> About this task: In the listing that follows, copy out each line that includes the word "Group".

> Records shown:
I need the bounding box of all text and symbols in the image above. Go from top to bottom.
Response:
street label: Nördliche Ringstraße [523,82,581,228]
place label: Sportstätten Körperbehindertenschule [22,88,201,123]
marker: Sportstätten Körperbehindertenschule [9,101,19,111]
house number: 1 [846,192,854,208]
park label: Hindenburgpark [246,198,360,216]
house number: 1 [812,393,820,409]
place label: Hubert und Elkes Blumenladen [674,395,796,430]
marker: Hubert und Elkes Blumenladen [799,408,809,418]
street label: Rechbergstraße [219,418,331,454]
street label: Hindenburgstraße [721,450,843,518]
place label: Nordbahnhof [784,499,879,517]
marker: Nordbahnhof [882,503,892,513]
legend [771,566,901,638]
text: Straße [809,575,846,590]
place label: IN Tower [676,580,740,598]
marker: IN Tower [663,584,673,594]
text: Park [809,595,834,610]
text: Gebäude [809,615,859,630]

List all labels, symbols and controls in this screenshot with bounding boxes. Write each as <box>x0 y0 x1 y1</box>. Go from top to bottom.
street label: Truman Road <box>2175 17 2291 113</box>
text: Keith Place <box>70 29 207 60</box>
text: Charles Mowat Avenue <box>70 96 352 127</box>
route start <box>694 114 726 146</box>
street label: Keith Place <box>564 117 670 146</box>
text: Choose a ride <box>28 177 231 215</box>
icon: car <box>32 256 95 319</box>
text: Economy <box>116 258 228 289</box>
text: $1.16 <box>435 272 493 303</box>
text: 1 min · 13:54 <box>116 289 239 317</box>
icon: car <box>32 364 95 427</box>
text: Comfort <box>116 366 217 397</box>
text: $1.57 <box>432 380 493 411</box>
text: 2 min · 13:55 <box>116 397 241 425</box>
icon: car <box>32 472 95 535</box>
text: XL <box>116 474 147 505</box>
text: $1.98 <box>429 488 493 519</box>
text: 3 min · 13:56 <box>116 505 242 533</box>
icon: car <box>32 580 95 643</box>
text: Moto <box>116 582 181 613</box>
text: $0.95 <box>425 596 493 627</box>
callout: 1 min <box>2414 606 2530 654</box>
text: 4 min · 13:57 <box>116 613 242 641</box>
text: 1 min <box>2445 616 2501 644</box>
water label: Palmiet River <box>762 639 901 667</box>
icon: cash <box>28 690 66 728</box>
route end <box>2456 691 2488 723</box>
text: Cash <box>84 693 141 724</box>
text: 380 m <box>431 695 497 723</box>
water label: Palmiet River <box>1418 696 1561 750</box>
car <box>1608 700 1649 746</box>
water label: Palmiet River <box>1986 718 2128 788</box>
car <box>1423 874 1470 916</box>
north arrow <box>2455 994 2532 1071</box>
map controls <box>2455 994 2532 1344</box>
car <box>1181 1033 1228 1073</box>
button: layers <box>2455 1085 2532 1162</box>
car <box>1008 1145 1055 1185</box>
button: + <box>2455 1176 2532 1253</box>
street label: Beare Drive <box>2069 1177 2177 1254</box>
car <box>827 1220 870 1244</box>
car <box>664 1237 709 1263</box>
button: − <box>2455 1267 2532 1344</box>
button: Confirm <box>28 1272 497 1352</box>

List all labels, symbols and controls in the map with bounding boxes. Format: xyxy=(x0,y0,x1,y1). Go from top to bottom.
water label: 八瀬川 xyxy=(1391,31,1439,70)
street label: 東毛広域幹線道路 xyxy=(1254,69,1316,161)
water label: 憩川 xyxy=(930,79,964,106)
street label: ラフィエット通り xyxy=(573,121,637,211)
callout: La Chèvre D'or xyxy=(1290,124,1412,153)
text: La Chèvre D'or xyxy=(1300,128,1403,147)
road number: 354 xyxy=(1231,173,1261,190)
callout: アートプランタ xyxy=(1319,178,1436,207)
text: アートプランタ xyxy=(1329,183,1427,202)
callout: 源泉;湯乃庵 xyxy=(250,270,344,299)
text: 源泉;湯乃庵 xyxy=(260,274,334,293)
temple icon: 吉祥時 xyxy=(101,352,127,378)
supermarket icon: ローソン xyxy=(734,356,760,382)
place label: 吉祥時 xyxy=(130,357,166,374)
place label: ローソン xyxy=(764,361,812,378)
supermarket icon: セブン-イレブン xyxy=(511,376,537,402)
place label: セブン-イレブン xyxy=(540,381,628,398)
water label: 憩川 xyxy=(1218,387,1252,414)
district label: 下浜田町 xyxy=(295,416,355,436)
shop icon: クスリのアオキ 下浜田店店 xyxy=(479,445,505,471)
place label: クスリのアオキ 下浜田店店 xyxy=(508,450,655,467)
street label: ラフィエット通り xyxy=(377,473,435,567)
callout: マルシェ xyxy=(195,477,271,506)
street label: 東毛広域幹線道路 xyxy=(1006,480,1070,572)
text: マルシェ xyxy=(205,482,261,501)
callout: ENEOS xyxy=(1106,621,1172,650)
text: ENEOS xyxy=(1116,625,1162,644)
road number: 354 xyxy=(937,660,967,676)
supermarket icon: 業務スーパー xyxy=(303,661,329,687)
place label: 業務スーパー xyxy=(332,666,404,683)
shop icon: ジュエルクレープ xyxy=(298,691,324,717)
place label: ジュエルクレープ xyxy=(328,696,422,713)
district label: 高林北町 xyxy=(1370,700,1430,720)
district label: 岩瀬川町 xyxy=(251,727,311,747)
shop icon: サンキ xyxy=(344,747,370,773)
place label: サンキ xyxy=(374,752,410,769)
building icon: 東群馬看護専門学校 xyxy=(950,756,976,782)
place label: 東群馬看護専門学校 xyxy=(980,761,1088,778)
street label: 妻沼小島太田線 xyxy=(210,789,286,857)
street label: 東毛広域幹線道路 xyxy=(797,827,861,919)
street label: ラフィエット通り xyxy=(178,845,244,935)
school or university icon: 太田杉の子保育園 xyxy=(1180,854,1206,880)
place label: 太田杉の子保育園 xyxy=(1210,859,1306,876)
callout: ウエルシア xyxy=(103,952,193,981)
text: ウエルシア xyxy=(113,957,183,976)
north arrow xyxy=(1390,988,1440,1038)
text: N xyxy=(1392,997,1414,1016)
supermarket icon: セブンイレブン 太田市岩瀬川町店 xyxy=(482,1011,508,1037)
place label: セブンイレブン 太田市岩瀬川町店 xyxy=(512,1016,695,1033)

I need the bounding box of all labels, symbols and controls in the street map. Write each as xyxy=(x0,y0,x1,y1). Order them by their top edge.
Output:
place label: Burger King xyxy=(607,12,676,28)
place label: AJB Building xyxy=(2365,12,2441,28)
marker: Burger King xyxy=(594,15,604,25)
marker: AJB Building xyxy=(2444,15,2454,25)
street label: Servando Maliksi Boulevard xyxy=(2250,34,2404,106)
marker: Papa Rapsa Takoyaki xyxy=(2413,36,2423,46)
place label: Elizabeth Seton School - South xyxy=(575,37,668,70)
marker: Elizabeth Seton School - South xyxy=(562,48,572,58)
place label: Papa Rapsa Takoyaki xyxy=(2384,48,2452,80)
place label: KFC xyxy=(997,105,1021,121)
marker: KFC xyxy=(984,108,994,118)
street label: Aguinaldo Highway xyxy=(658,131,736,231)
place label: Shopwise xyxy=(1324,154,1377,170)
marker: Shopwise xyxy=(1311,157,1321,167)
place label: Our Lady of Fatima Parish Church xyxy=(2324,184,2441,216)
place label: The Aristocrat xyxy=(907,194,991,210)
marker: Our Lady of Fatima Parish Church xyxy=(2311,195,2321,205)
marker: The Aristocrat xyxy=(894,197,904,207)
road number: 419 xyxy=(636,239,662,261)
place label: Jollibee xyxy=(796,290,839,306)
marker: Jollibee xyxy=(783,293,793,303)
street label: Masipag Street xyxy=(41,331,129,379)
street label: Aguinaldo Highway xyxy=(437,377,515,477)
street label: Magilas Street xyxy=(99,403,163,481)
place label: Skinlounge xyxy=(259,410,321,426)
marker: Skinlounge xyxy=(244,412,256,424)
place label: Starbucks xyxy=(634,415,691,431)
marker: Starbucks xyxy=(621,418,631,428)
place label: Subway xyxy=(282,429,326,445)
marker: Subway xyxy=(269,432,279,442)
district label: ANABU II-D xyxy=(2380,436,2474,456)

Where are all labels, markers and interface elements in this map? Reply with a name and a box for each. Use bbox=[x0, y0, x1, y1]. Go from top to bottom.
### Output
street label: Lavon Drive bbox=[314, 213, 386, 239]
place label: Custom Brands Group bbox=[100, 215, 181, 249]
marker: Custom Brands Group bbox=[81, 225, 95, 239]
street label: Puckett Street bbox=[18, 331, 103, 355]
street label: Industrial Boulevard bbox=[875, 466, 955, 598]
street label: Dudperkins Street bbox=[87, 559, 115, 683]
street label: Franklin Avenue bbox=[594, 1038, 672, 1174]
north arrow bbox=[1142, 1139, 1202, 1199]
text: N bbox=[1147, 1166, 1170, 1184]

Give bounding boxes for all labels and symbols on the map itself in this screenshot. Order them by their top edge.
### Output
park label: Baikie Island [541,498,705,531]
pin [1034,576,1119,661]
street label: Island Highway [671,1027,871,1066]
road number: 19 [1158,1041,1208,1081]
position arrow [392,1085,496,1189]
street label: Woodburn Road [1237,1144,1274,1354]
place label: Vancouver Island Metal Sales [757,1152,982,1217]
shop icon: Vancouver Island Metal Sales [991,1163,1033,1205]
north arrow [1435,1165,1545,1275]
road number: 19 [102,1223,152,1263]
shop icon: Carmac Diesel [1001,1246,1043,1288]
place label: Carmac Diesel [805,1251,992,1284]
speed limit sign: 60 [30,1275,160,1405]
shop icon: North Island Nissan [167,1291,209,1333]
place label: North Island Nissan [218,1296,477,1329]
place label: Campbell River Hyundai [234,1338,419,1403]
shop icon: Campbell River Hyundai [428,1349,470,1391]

> Exercise solution:
place label: Custom Brands Group bbox=[100, 215, 181, 249]
marker: Custom Brands Group bbox=[81, 225, 95, 239]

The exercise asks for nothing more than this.